(Extracted data entries)
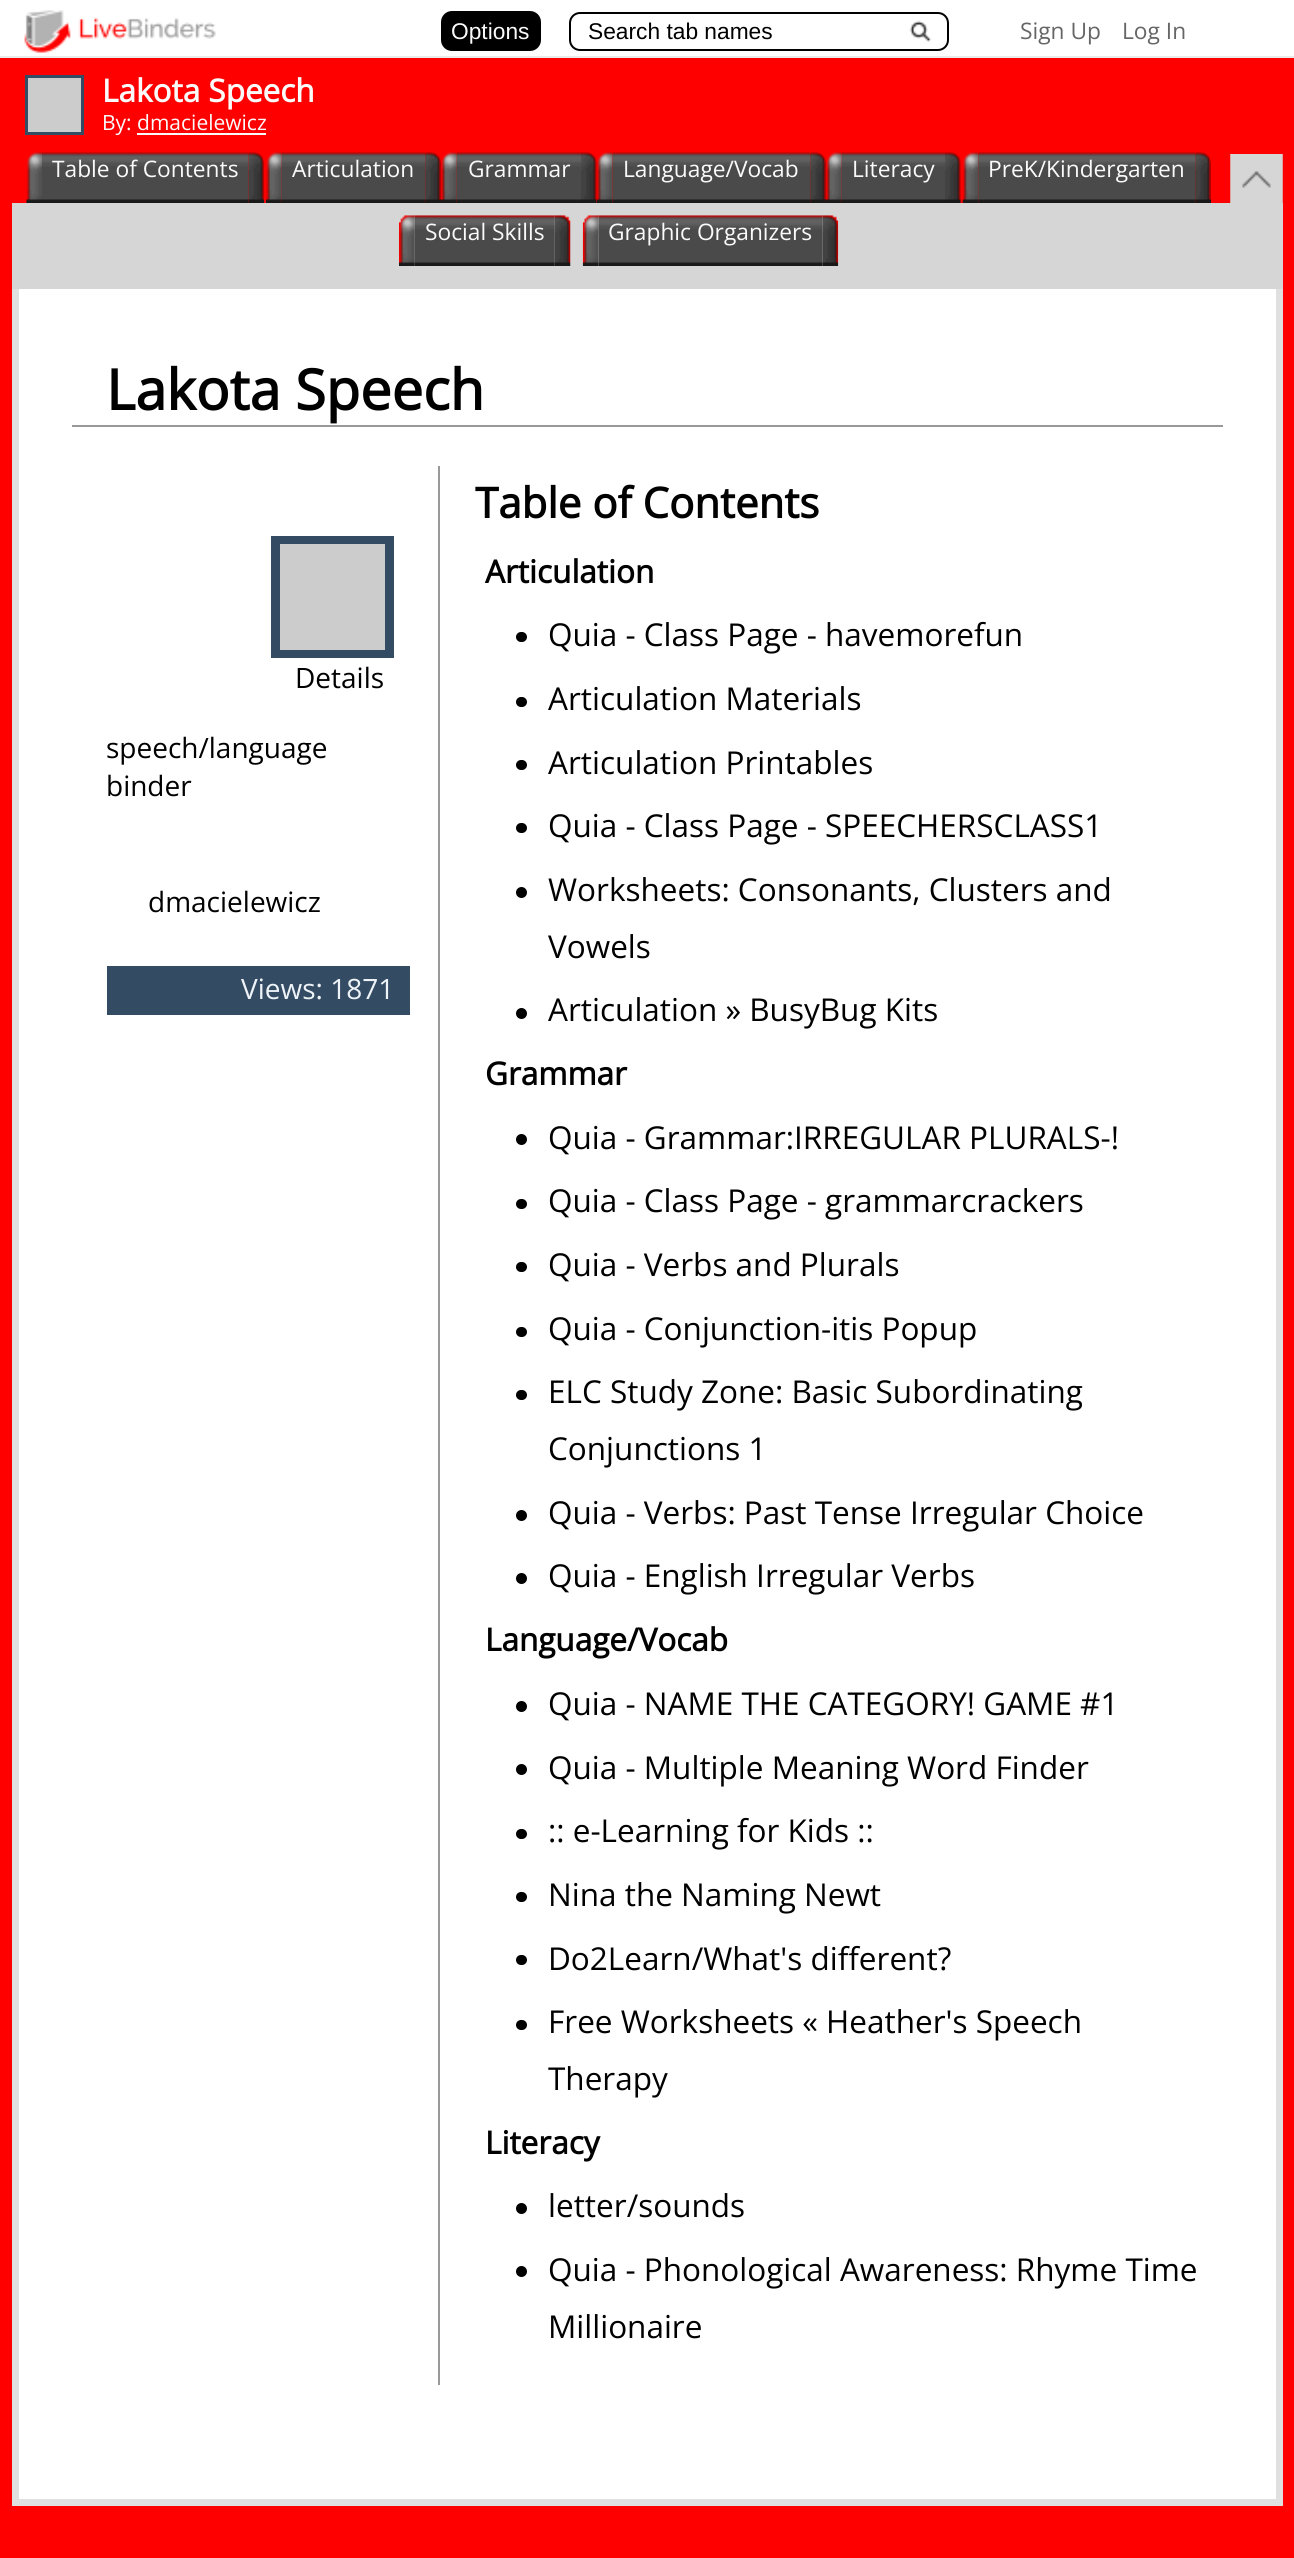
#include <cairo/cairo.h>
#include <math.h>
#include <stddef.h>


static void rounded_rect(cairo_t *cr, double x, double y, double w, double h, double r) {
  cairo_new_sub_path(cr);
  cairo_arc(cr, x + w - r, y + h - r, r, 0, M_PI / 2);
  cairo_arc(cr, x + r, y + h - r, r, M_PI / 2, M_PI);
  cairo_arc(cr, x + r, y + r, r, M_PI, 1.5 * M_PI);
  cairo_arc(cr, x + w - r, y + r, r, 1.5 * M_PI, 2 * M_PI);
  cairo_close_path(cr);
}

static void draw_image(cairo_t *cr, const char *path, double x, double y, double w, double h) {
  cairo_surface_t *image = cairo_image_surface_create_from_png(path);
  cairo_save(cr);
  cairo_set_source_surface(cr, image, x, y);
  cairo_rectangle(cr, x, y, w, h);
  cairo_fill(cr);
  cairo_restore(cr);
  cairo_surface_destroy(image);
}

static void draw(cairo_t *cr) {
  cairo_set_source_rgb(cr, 1, 0, 0);
  cairo_paint(cr);
  cairo_set_source_rgb(cr, 1, 1, 1);
  cairo_rectangle(cr, 0, 0, 1294, 56);
  cairo_fill(cr);
  cairo_set_source_rgb(cr, 235 / 255.0, 235 / 255.0, 235 / 255.0);
  cairo_rectangle(cr, 0, 56, 1294, 2);
  cairo_fill(cr);
  draw_image(cr, "images/1.png", 24, 10, 192, 43);
  cairo_set_source_rgb(cr, 0, 0, 0);
  rounded_rect(cr, 442, 12, 98, 38, 10);
  cairo_fill_preserve(cr);
  cairo_stroke(cr);
  draw_image(cr, "images/2.png", 909, 20, 23, 23);
  rounded_rect(cr, 570, 13, 378, 37, 10);
  cairo_stroke(cr);
  cairo_set_source_rgb(cr, 51 / 255.0, 75 / 255.0, 99 / 255.0);
  cairo_rectangle(cr, 25, 75, 59, 60);
  cairo_fill(cr);
  cairo_set_source_rgb(cr, 204 / 255.0, 204 / 255.0, 204 / 255.0);
  cairo_rectangle(cr, 28, 78, 53, 54);
  cairo_fill(cr);
  cairo_set_source_rgb(cr, 250 / 255.0, 250 / 255.0, 250 / 255.0);
  cairo_rectangle(cr, 137, 133, 129, 2);
  cairo_fill(cr);
  cairo_set_source_rgb(cr, 214 / 255.0, 214 / 255.0, 214 / 255.0);
  cairo_rectangle(cr, 12, 203, 1271, 86);
  cairo_fill(cr);
  draw_image(cr, "images/3.png", 26, 152, 16, 51);
  draw_image(cr, "images/4.png", 42, 152, 207, 51);
  draw_image(cr, "images/5.png", 248, 152, 17, 51);
  draw_image(cr, "images/6.png", 266, 152, 16, 51);
  draw_image(cr, "images/7.png", 281, 152, 145, 51);
  draw_image(cr, "images/8.png", 425, 152, 16, 51);
  draw_image(cr, "images/9.png", 441, 152, 16, 51);
  draw_image(cr, "images/10.png", 456, 152, 125, 51);
  draw_image(cr, "images/11.png", 581, 152, 16, 51);
  draw_image(cr, "images/12.png", 596, 152, 17, 51);
  draw_image(cr, "images/13.png", 612, 152, 199, 51);
  draw_image(cr, "images/14.png", 810, 152, 16, 51);
  draw_image(cr, "images/9.png", 826, 152, 16, 51);
  draw_image(cr, "images/15.png", 841, 152, 104, 51);
  draw_image(cr, "images/11.png", 945, 152, 16, 51);
  draw_image(cr, "images/16.png", 962, 152, 17, 51);
  draw_image(cr, "images/17.png", 978, 152, 218, 51);
  draw_image(cr, "images/8.png", 1195, 152, 16, 51);
  draw_image(cr, "images/18.png", 399, 215, 16, 51);
  draw_image(cr, "images/19.png", 414, 215, 141, 51);
  draw_image(cr, "images/20.png", 554, 215, 17, 51);
  draw_image(cr, "images/21.png", 582, 215, 17, 51);
  draw_image(cr, "images/22.png", 598, 215, 225, 51);
  draw_image(cr, "images/23.png", 822, 215, 17, 51);
  draw_image(cr, "images/24.png", 1230, 154, 53, 49);
  cairo_set_source_rgb(cr, 1, 1, 1);
  cairo_rectangle(cr, 19, 289, 1257, 2210);
  cairo_fill(cr);
  cairo_set_source_rgb(cr, 224 / 255.0, 224 / 255.0, 224 / 255.0);
  cairo_rectangle(cr, 1276, 289, 7, 2217);
  cairo_fill(cr);
  cairo_rectangle(cr, 12, 2499, 1271, 7);
  cairo_fill(cr);
  cairo_rectangle(cr, 12, 289, 7, 2217);
  cairo_fill(cr);
  cairo_set_source_rgb(cr, 153 / 255.0, 153 / 255.0, 153 / 255.0);
  cairo_rectangle(cr, 72, 425, 1151, 2);
  cairo_fill(cr);
  cairo_rectangle(cr, 438, 466, 2, 1919);
  cairo_fill(cr);
  cairo_set_source_rgb(cr, 51 / 255.0, 75 / 255.0, 99 / 255.0);
  cairo_rectangle(cr, 271, 536, 123, 122);
  cairo_fill(cr);
  cairo_set_source_rgb(cr, 204 / 255.0, 204 / 255.0, 204 / 255.0);
  cairo_rectangle(cr, 280, 544, 105, 106);
  cairo_fill(cr);
  cairo_set_source_rgb(cr, 51 / 255.0, 75 / 255.0, 99 / 255.0);
  cairo_rectangle(cr, 107, 966, 303, 49);
  cairo_fill(cr);
  cairo_set_source_rgb(cr, 0, 0, 0);
  rounded_rect(cr, 516, 632, 11, 10, 5);
  cairo_fill(cr);
  rounded_rect(cr, 516, 697, 11, 10, 5);
  cairo_fill(cr);
  rounded_rect(cr, 516, 760, 11, 10, 5);
  cairo_fill(cr);
  rounded_rect(cr, 516, 823, 11, 10, 5);
  cairo_fill(cr);
  cairo_arc(cr, 521.5, 892.5, 5.5, 0, 2 * M_PI);
  cairo_fill(cr);
  cairo_arc(cr, 521.5, 1013.5, 5.5, 0, 2 * M_PI);
  cairo_fill(cr);
  cairo_arc(cr, 521.5, 1139.5, 5.5, 0, 2 * M_PI);
  cairo_fill(cr);
  rounded_rect(cr, 516, 1199, 11, 10, 5);
  cairo_fill(cr);
  rounded_rect(cr, 516, 1262, 11, 10, 5);
  cairo_fill(cr);
  rounded_rect(cr, 516, 1327, 11, 10, 5);
  cairo_fill(cr);
  rounded_rect(cr, 516, 1390, 11, 10, 5);
  cairo_fill(cr);
  cairo_arc(cr, 521.5, 1515.5, 5.5, 0, 2 * M_PI);
  cairo_fill(cr);
  cairo_arc(cr, 521.5, 1578.5, 5.5, 0, 2 * M_PI);
  cairo_fill(cr);
  cairo_arc(cr, 521.5, 1706.5, 5.5, 0, 2 * M_PI);
  cairo_fill(cr);
  cairo_arc(cr, 521.5, 1769.5, 5.5, 0, 2 * M_PI);
  cairo_fill(cr);
  rounded_rect(cr, 516, 1829, 11, 10, 5);
  cairo_fill(cr);
  rounded_rect(cr, 516, 1892, 11, 10, 5);
  cairo_fill(cr);
  rounded_rect(cr, 516, 1955, 11, 10, 5);
  cairo_fill(cr);
  rounded_rect(cr, 516, 2020, 11, 10, 5);
  cairo_fill(cr);
  cairo_arc(cr, 521.5, 2208.5, 5.5, 0, 2 * M_PI);
  cairo_fill(cr);
  cairo_arc(cr, 521.5, 2271.5, 5.5, 0, 2 * M_PI);
  cairo_fill(cr);
  cairo_select_font_face(cr, "Liberation Sans", CAIRO_FONT_SLANT_NORMAL, CAIRO_FONT_WEIGHT_NORMAL);
  cairo_set_font_size(cr, 22.75);
  cairo_set_source_rgb(cr, 250 / 255.0, 250 / 255.0, 250 / 255.0);
  cairo_move_to(cr, 451, 39);
  cairo_show_text(cr, "Options");
  cairo_set_source_rgb(cr, 0, 0, 0);
  cairo_move_to(cr, 588, 39);
  cairo_show_text(cr, "Search tab names");
  cairo_select_font_face(cr, "Open Sans", CAIRO_FONT_SLANT_NORMAL, CAIRO_FONT_WEIGHT_NORMAL);
  cairo_set_source_rgb(cr, 102 / 255.0, 102 / 255.0, 102 / 255.0);
  cairo_move_to(cr, 1020, 39);
  cairo_show_text(cr, "Sign Up");
  cairo_move_to(cr, 1122, 39);
  cairo_show_text(cr, "Log In");
  cairo_select_font_face(cr, "Open Sans", CAIRO_FONT_SLANT_NORMAL, CAIRO_FONT_WEIGHT_BOLD);
  cairo_set_font_size(cr, 31.5);
  cairo_set_source_rgb(cr, 250 / 255.0, 250 / 255.0, 250 / 255.0);
  cairo_move_to(cr, 102, 102);
  cairo_show_text(cr, "Lakota Speech");
  cairo_select_font_face(cr, "Open Sans", CAIRO_FONT_SLANT_NORMAL, CAIRO_FONT_WEIGHT_NORMAL);
  cairo_set_font_size(cr, 21);
  cairo_move_to(cr, 102, 130);
  cairo_show_text(cr, "By: dmacielewicz");
  cairo_set_font_size(cr, 22.75);
  cairo_move_to(cr, 52, 177);
  cairo_show_text(cr, "Table of Contents");
  cairo_move_to(cr, 292, 177);
  cairo_show_text(cr, "Articulation");
  cairo_move_to(cr, 468, 177);
  cairo_show_text(cr, "Grammar");
  cairo_move_to(cr, 623, 177);
  cairo_show_text(cr, "Language/Vocab");
  cairo_move_to(cr, 852, 177);
  cairo_show_text(cr, "Literacy");
  cairo_move_to(cr, 988, 177);
  cairo_show_text(cr, "PreK/Kindergarten");
  cairo_move_to(cr, 425, 240);
  cairo_show_text(cr, "Social Skills");
  cairo_move_to(cr, 608, 240);
  cairo_show_text(cr, "Graphic Organizers");
  cairo_select_font_face(cr, "Open Sans", CAIRO_FONT_SLANT_NORMAL, CAIRO_FONT_WEIGHT_BOLD);
  cairo_set_font_size(cr, 56);
  cairo_set_source_rgb(cr, 0, 0, 0);
  cairo_move_to(cr, 106, 410);
  cairo_show_text(cr, "Lakota Speech");
  cairo_set_font_size(cr, 42);
  cairo_move_to(cr, 475, 518);
  cairo_show_text(cr, "Table of Contents");
  cairo_select_font_face(cr, "Open Sans", CAIRO_FONT_SLANT_NORMAL, CAIRO_FONT_WEIGHT_NORMAL);
  cairo_set_font_size(cr, 28);
  cairo_move_to(cr, 295, 688);
  cairo_show_text(cr, "Details");
  cairo_move_to(cr, 106, 758);
  cairo_show_text(cr, "speech/language");
  cairo_move_to(cr, 106, 796);
  cairo_show_text(cr, "binder");
  cairo_move_to(cr, 148, 912);
  cairo_show_text(cr, "dmacielewicz");
  cairo_set_source_rgb(cr, 238 / 255.0, 243 / 255.0, 247 / 255.0);
  cairo_move_to(cr, 241, 999);
  cairo_show_text(cr, "Views: 1871");
  cairo_select_font_face(cr, "Open Sans", CAIRO_FONT_SLANT_NORMAL, CAIRO_FONT_WEIGHT_BOLD);
  cairo_set_font_size(cr, 31.5);
  cairo_set_source_rgb(cr, 0, 0, 0);
  cairo_move_to(cr, 485, 583);
  cairo_show_text(cr, "Articulation");
  cairo_select_font_face(cr, "Open Sans", CAIRO_FONT_SLANT_NORMAL, CAIRO_FONT_WEIGHT_NORMAL);
  cairo_move_to(cr, 548, 646);
  cairo_show_text(cr, "Quia - Class Page - havemorefun");
  cairo_move_to(cr, 548, 710);
  cairo_show_text(cr, "Articulation Materials");
  cairo_move_to(cr, 548, 774);
  cairo_show_text(cr, "Articulation Printables");
  cairo_move_to(cr, 548, 837);
  cairo_show_text(cr, "Quia - Class Page - SPEECHERSCLASS1");
  cairo_move_to(cr, 548, 901);
  cairo_show_text(cr, "Worksheets: Consonants, Clusters and");
  cairo_move_to(cr, 548, 958);
  cairo_show_text(cr, "Vowels");
  cairo_move_to(cr, 548, 1021);
  cairo_show_text(cr, "Articulation » BusyBug Kits");
  cairo_select_font_face(cr, "Open Sans", CAIRO_FONT_SLANT_NORMAL, CAIRO_FONT_WEIGHT_BOLD);
  cairo_move_to(cr, 485, 1085);
  cairo_show_text(cr, "Grammar");
  cairo_select_font_face(cr, "Open Sans", CAIRO_FONT_SLANT_NORMAL, CAIRO_FONT_WEIGHT_NORMAL);
  cairo_move_to(cr, 548, 1149);
  cairo_show_text(cr, "Quia - Grammar:IRREGULAR PLURALS-!");
  cairo_move_to(cr, 548, 1212);
  cairo_show_text(cr, "Quia - Class Page - grammarcrackers");
  cairo_move_to(cr, 548, 1276);
  cairo_show_text(cr, "Quia - Verbs and Plurals");
  cairo_move_to(cr, 548, 1340);
  cairo_show_text(cr, "Quia - Conjunction-itis Popup");
  cairo_move_to(cr, 548, 1403);
  cairo_show_text(cr, "ELC Study Zone: Basic Subordinating");
  cairo_move_to(cr, 548, 1460);
  cairo_show_text(cr, "Conjunctions 1");
  cairo_move_to(cr, 548, 1524);
  cairo_show_text(cr, "Quia - Verbs: Past Tense Irregular Choice");
  cairo_move_to(cr, 548, 1587);
  cairo_show_text(cr, "Quia - English Irregular Verbs");
  cairo_select_font_face(cr, "Open Sans", CAIRO_FONT_SLANT_NORMAL, CAIRO_FONT_WEIGHT_BOLD);
  cairo_move_to(cr, 485, 1651);
  cairo_show_text(cr, "Language/Vocab");
  cairo_select_font_face(cr, "Open Sans", CAIRO_FONT_SLANT_NORMAL, CAIRO_FONT_WEIGHT_NORMAL);
  cairo_move_to(cr, 548, 1715);
  cairo_show_text(cr, "Quia - NAME THE CATEGORY! GAME #1");
  cairo_move_to(cr, 548, 1779);
  cairo_show_text(cr, "Quia - Multiple Meaning Word Finder");
  cairo_move_to(cr, 548, 1842);
  cairo_show_text(cr, ":: e-Learning for Kids ::");
  cairo_move_to(cr, 548, 1906);
  cairo_show_text(cr, "Nina the Naming Newt");
  cairo_move_to(cr, 548, 1970);
  cairo_show_text(cr, "Do2Learn/What's different?");
  cairo_move_to(cr, 548, 2033);
  cairo_show_text(cr, "Free Worksheets « Heather's Speech");
  cairo_move_to(cr, 548, 2090);
  cairo_show_text(cr, "Therapy");
  cairo_select_font_face(cr, "Open Sans", CAIRO_FONT_SLANT_NORMAL, CAIRO_FONT_WEIGHT_BOLD);
  cairo_move_to(cr, 485, 2154);
  cairo_show_text(cr, "Literacy");
  cairo_select_font_face(cr, "Open Sans", CAIRO_FONT_SLANT_NORMAL, CAIRO_FONT_WEIGHT_NORMAL);
  cairo_move_to(cr, 548, 2217);
  cairo_show_text(cr, "letter/sounds");
  cairo_move_to(cr, 548, 2281);
  cairo_show_text(cr, "Quia - Phonological Awareness: Rhyme Time");
  cairo_move_to(cr, 548, 2338);
  cairo_show_text(cr, "Millionaire");
}

int main(void) {
  cairo_surface_t *surface = cairo_image_surface_create(CAIRO_FORMAT_RGB24, 1294, 2558);
  cairo_t *cr = cairo_create(surface);
  cairo_font_options_t *options = cairo_font_options_create();
  cairo_font_options_set_hint_metrics(options, CAIRO_HINT_METRICS_OFF);
  cairo_font_options_set_hint_style(options, CAIRO_HINT_STYLE_NONE);
  cairo_set_font_options(cr, options);
  cairo_set_miter_limit(cr, 4);
  draw(cr);
  cairo_surface_write_to_png(surface, "out.png");
  cairo_font_options_destroy(options);
  cairo_destroy(cr);
  cairo_surface_destroy(surface);
  return 0;
}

YOUR GOAL:
Please give again the lines above between the line holding "- Multiple Meaning" and the line holding "cairo_move_to(cr, 485, 2154);", inclusive, exactly as they are and with nothing added.

YOUR SOLUTION:
  cairo_show_text(cr, "Quia - Multiple Meaning Word Finder");
  cairo_move_to(cr, 548, 1842);
  cairo_show_text(cr, ":: e-Learning for Kids ::");
  cairo_move_to(cr, 548, 1906);
  cairo_show_text(cr, "Nina the Naming Newt");
  cairo_move_to(cr, 548, 1970);
  cairo_show_text(cr, "Do2Learn/What's different?");
  cairo_move_to(cr, 548, 2033);
  cairo_show_text(cr, "Free Worksheets « Heather's Speech");
  cairo_move_to(cr, 548, 2090);
  cairo_show_text(cr, "Therapy");
  cairo_select_font_face(cr, "Open Sans", CAIRO_FONT_SLANT_NORMAL, CAIRO_FONT_WEIGHT_BOLD);
  cairo_move_to(cr, 485, 2154);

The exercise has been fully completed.